Re: namespaces, class libraries, and VERY large projects
werasm wrote:
Alan McKenney wrote:
Yes, what is your advice or comment on the OP's question (1,2 or 3 -
or
something not mentioned maybe?). It may be beneficial to him/us to
know, since you have such a vast amount of experience.
I'm afraid I can't contribute any experience with
the use of namespaces to partition projects.
Most of my experience has not been with C++.
My recent experience has been with C++, but I've not been
in a position to make these decisions, I've just had to live
with the consequences. Even when I have been in a position
to make such decisions, other programmers often do what they
feel like, anyway.
I've used namespaces in my pieces of projects, but have not
been able to get other people to do so. Actually, I've focused
more of my energy on things like standard-compliance,
const-correctness, extensibility, robustness, configurability,
and portability.
(I think most programmers tend to do whatever
will get their code written, compiled, and out the door quickest.)
OK, now that I've finished whining: I would go with explicitly
qualified names, with "using" statements for frequently used
names.
And your "using" statements should be in your .cpp files, not
in headers. You want don't want to have to be hunting through
a million .h files to find out where a name comes from.
Don't use "using namespace" statements. If the likelihood of name
collisions is high enough to require namespaces, then you'll have
to get rid of them, anyway, and adding qualifiers everywhere in
a million lines of code after you've written, debugged, and forgotten
them is a *lot* harder than doing it right the first time.
(A general rule: do your best to write code you won't have to revisit.
The cost of changing one line of code goes up both as time
passes and as the amount of code that depends upon it goes up.)

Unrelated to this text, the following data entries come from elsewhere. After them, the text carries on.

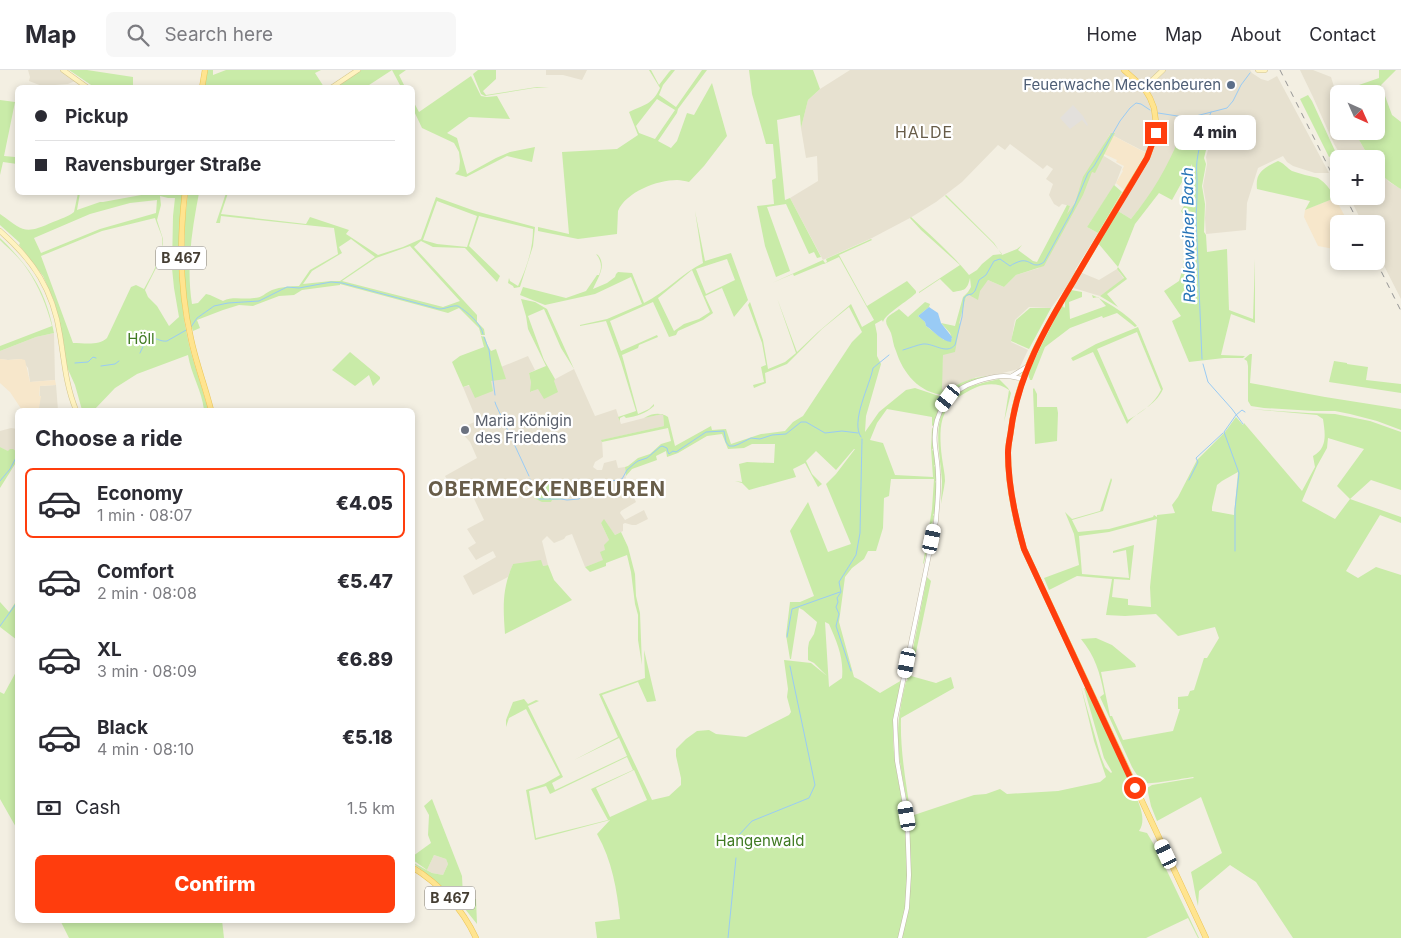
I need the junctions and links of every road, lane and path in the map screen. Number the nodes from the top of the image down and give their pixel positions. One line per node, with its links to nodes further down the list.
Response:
1 (63, 70): 8 (main road)
2 (204, 70): 9 (main road)
3 (358, 70): 10 (main road)
4 (1124, 70): 11 (main road)
5 (1162, 70): 11 (main road)
6 (1258, 70): 7 (main road)
7 (1266, 70)
8 (84, 85)
9 (202, 85)
10 (336, 85)
11 (1144, 88): 14 (main road)
12 (185, 195): 18 (main road, B 467)
13 (0, 231): 17 (main road)
14 (1028, 366): 15 (street); 16 (main road)
15 (1012, 376): 16 (street); 21 (street)
16 (1022, 379): 22 (main road)
17 (75, 408)
18 (210, 408)
19 (415, 869): 20 (main road, B 467)
20 (476, 938)
21 (900, 938)
22 (1206, 938)

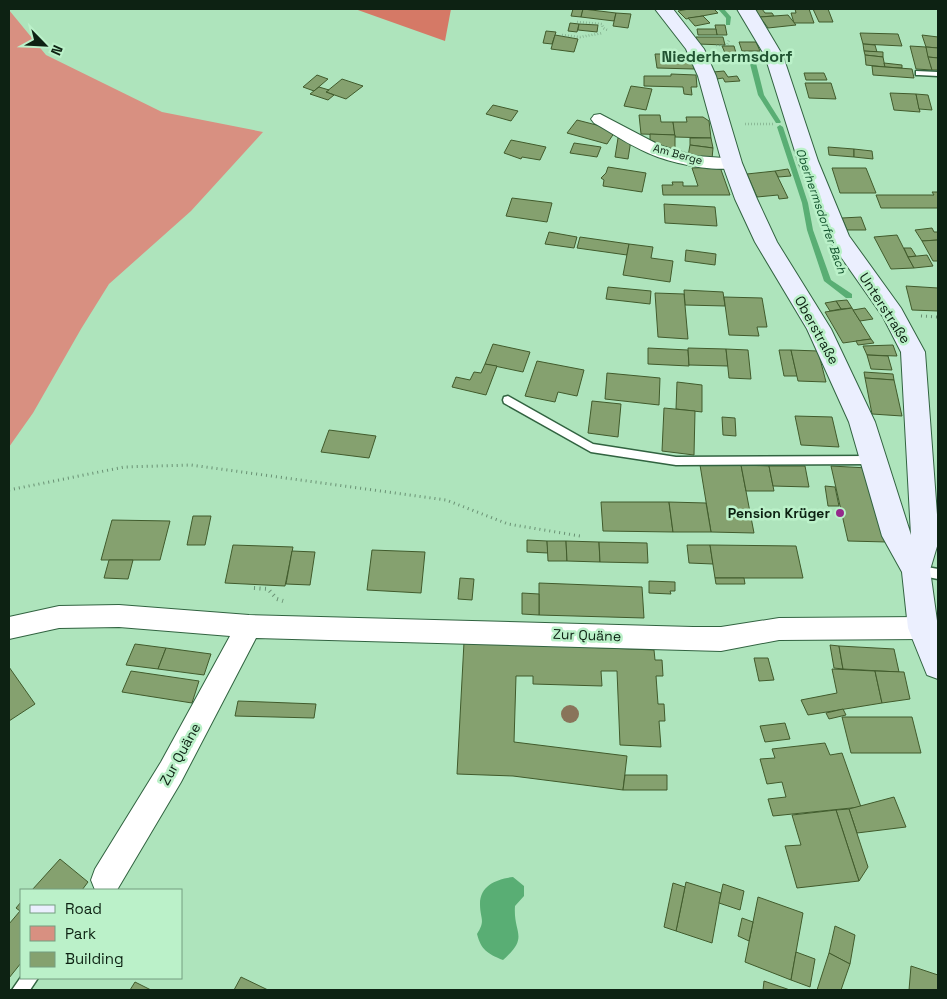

I don't even use "using namespace std" or "using std::string" or
"using std::cout" statements. It makes it easer to find them
with search commands.
I don't have a lot of experience with nested namespaces. My
experience with nested classes has run into enough annoying
restrictions that I would not use nested namespaces on a big
project until I had a fair amount of experiences on projects small
enough that un-nesting them later on wouldn't be a big problem.